Een ander kritiekpunt was de gebrekkige wijze waarop de overheid het nakomen van de verplichtingen uit de overeenkomst monitort. Dat vereist nauwgezet en consequent werkende ambtenaren, die door hun politieke bazen daarop aangestuurd worden. En daar ontbreekt het allebei aan, zoals overigens in veel onderontwikkelde (én ontwikkelde) landen.
Dus ook dat zal door de platforms geagendeerd moeten worden.
Volgende week zal NRM soortgelijke bijeenkomsten in de andere twee regio’s houden.

Groepsfoto van de 'Regional NRM Stakeholders'in Gbarnga.
Een reces van vier maanden

De derde bijeenkomst, afgelopen zaterdag,  had een ander karakter. Behalve drie CSO’s die zich met politiek inhoudelijke zaken bezighouden, ondersteunt NDI ook twee CSO’s die het parlement –en de individuele leden- volgen. Welke onderwerpen komen in het Huis en de Senaat aan de orde? Hoe zit het met de aanwezigheid van de parlementariërs? Wie doet er zijn of haar mond open en hoe vaak? Wie is actief met het indienen van moties of het ter verantwoording roepen van ministers? Zijn stukken en agenda’s van tevoren verkrijgbaar voor burgers? Enzovoorts. Dit monitoren is hard nodig om de lawmakers een spiegel voor te houden en hen zo te stimuleren zich actiever op te stellen in zaken die er voor de bevolking toe doen. Want daar ontbreekt het wel eens aan.

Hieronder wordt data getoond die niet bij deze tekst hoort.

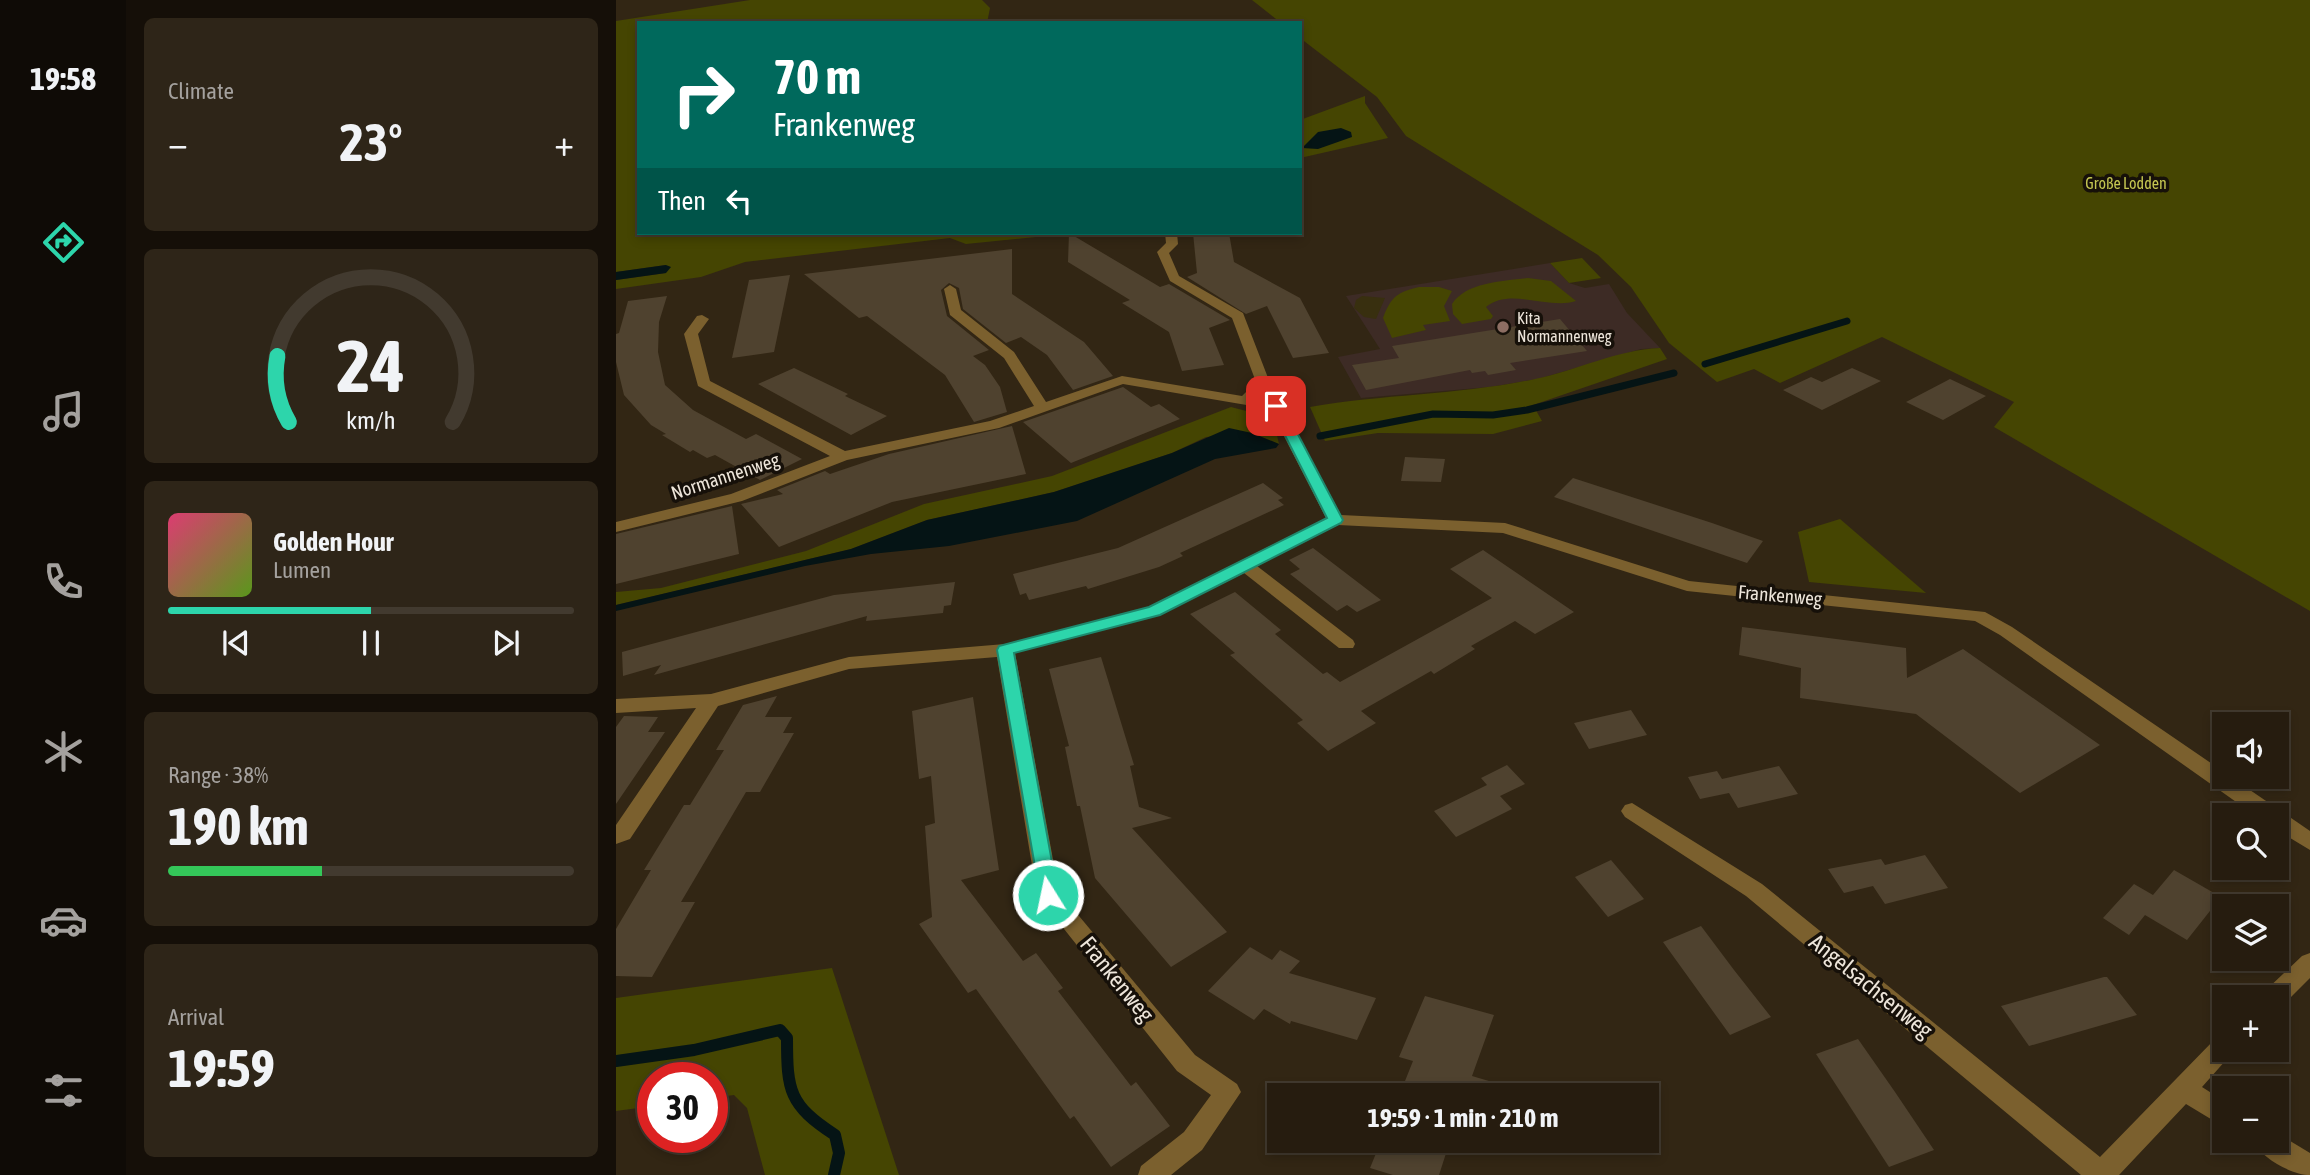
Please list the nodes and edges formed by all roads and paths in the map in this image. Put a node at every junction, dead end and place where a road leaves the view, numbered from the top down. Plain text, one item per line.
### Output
1 (1171, 235) edge
2 (950, 289) dead end
3 (702, 319) dead end
4 (1247, 400) junction
5 (1042, 407) junction
6 (843, 456) junction
7 (1335, 520) junction
8 (616, 527) edge
9 (1245, 565) junction
10 (1346, 644) dead end
11 (1005, 650) junction
12 (711, 701) junction
13 (616, 706) edge
14 (2253, 803) edge
15 (1632, 811) dead end
16 (2289, 827) edge
17 (616, 836) edge
18 (2310, 842) edge
19 (2310, 963) edge
20 (2287, 985) edge
21 (2212, 1059) edge
22 (2182, 1088) junction
23 (2212, 1107) edge
24 (2286, 1153) edge
25 (2310, 1168) edge
26 (1151, 1175) edge
27 (2101, 1175) edge

1 - 4 street
2 - 5 street
3 - 6 street, Normannenweg
4 - 5 street, Normannenweg
4 - 7 street, Normannenweg
5 - 6 street, Normannenweg
6 - 8 street, Normannenweg
7 - 9 street, Frankenweg
7 - 14 street, Frankenweg
9 - 10 street
9 - 11 street, Frankenweg
11 - 12 street, Frankenweg
11 - 26 street, Frankenweg
12 - 13 street, Frankenweg
12 - 17 street
15 - 27 street, Angelsachsenweg
16 - 18 street
19 - 20 street
21 - 22 street, Angelsachsenweg
22 - 23 street
22 - 27 street, Angelsachsenweg
24 - 25 street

En het is een manier om de kiezers te informeren over wat de gekozenen zoal in hun naam uitspoken.
Een van beide CSOs, de Justice and Peace Commission (JPC), houdt ook bij hoe serieus de parlementariërs hun vertegenwoordigende rol nemen. Liberia kent een districtenstelsel en dus wordt er van de gekozenen honorables verwacht dat ze een goede band met hun kiezers onderhouden. Zeker gedurende de agricultural break, een historische verworvenheid uit de tijd dat de meesten een boerderij hadden: van augustus tot begin januari staat het parlementaire leven stil en worden de parlementariërs geacht in hun kiesdistrict te zijn. Een veel gehoord kritiekpunt is dat de meesten dat niet doen, maar bij voorkeur naar Amerika afreizen om familie te bezoeken en zich medisch van alle kanten te laten doorlichten. Om Wahrheid van Dichtung te scheiden heeft JPC in ieder van de 15 provincies (counties) een monitor aangesteld. Deze moet tijdens dat lange reces in de gaten houdt of de parlementariër in zijn of haar district aanwezig is en welke activiteiten er worden ontplooid om de kiezers te informeren en consulteren. En daarover ook te rapporteren. Daarnaast inventariseren zij welke politici een lokaal  kantoor hebben en zo ja, hoe dat functioneert.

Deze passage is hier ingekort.